When Sun Yat Sen declared the Republic of China on October 10, 1911, China embarked on forty years of internal struggle and civil war. Warlords quickly took over sections of the country and ruled them as individual fiefdoms. Fifteen years later, in 1926, Chiang Kai Shek took control of the Kuomintang Party (as it was known in the West) and the Army. He began a campaign to overthrow them. He was allied with the Communist Chinese until the conquest of Shanghai. By October 1928, the Communists and the Kuomintang were engaged in open warfare. From 1930 to 1934 the Kuomintang tried repeatedly to encircle Mao Zedong and his communists, driving them 6,000 miles to the Yenan Province.
Seeing China embroiled in internal strife, Japan decided to advance on Manchuria in 1931. They easily conquered the province, installed Chinese Emperor Pu-Yi and renamed it Manchukuo. Chiang was caught between the communists and the Japanese, and focused on defeating his Chinese political rivals. In 1936 he was subjected to an abortive coup, which the Communists extricated him from in exchange for promises to fight the Japanese. Mao Zedong was getting money and supplies from the Soviet Union in response to the anti-comitern pact.
The Chinese had no time to prepare. The Japanese attacked on July 7, 1937, falsifying an attack at the Marco Polo Bridge. Japanese troops and warships poured into China, attempting to occupy the five Western provinces and create another state like Manchukuo. They occupied Peking and Shanghai. In December 1937 they took Nanjing, the Kuomintang capital. Crowded with refugees, the Nationalists abandoned Nanjing to its fate at the hands of the Japanese. Over a period of six weeks, hundreds of thousands of Chinese were killed, women were raped, and the city sacked in what became known as the “Rape of Nanjing.”
Chiang and his followers relocated to Chunking.

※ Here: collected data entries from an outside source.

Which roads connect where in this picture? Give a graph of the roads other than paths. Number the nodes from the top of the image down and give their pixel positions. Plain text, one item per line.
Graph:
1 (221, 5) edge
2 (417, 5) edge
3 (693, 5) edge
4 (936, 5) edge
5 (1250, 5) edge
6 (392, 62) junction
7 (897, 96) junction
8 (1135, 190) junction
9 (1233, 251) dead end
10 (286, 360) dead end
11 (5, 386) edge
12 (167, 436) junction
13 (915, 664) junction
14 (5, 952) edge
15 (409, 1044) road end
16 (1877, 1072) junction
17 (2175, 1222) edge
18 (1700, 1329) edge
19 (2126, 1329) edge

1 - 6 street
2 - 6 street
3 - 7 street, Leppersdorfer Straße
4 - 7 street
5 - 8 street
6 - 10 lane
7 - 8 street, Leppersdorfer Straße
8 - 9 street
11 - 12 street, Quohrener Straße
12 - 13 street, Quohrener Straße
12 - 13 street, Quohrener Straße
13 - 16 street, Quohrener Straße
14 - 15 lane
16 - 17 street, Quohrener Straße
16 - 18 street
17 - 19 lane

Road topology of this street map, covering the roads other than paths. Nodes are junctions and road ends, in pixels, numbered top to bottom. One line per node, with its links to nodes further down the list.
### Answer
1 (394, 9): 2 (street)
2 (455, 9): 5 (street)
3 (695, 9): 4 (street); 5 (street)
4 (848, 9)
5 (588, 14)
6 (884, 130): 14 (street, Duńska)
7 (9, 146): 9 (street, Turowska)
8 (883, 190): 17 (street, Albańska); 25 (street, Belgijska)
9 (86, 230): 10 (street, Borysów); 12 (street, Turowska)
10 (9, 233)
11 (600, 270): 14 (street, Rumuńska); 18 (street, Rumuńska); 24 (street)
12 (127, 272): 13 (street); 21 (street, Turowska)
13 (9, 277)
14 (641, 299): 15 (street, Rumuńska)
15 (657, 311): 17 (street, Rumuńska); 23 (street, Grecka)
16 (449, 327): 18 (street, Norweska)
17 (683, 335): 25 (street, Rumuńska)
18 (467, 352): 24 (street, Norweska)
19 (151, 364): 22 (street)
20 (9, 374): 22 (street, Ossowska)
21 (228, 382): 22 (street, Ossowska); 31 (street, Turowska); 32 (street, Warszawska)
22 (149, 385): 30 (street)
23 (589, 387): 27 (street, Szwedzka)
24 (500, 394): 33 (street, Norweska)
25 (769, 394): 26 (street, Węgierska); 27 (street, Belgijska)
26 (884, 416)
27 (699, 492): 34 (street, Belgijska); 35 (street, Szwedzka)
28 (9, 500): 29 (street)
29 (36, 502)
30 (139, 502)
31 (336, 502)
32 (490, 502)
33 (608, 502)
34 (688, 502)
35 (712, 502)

By 1939, as war started in Europe, China had been fighting a forgotten war for eight years. There were more than 2,000,000 Chinese casualties, widespread disease and famine. The Japanese declared China conquered, but the reality was that neither side could gain an upper hand. Chiang distrusted the Communists, and sent his army against them as often as he attacked the Japanese.
The West attempted to supply China through the Burma Road, a 700-mile single-lane road built by hand in 1938. Chiang was difficult to supply, not only because the Japanese repeatedly bombed the Burma Road’s terminus in Kunming, but also due to the widespread corruption within the Kuomintang.
When Japan attacked the West in December 1941, additional supplies were already on the way. The Burma Road was lost, forcing the construction of the Ledo Road from India. Meanwhile Chiang was supplied by flights over the Himalayas.
United States Army General Joseph Stilwell was given the task of commanding Allied forces in China. Stilwell was highly critical of Chiang Kai Shek’s widespread corruption, obsession with the Communists, and lack of emphasis on training. Roosevelt sacked Stilwell at Chiang’s urging in 1943 and replaced him with British General Lord Louis Mountbatten.
American war planning at the start of the war favored China as the major area of operations to establish bases that could bomb Japan. Early on, it became clear that due to the political differences and the widespread corruption, China would be a secondary theatre of operations to the island hopping campaigns of the central and south pacific.
On August 8, 1945, the Soviet Union attacked, occupying most of Manchuria by the armistice on August 14th. The Soviets regained the rights they had lost during the first Russo-Japanese War of 1904-05. The Soviets occupied Manchuria until 1949, when the Communist Chinese took control of the country after the Chinese Civil War.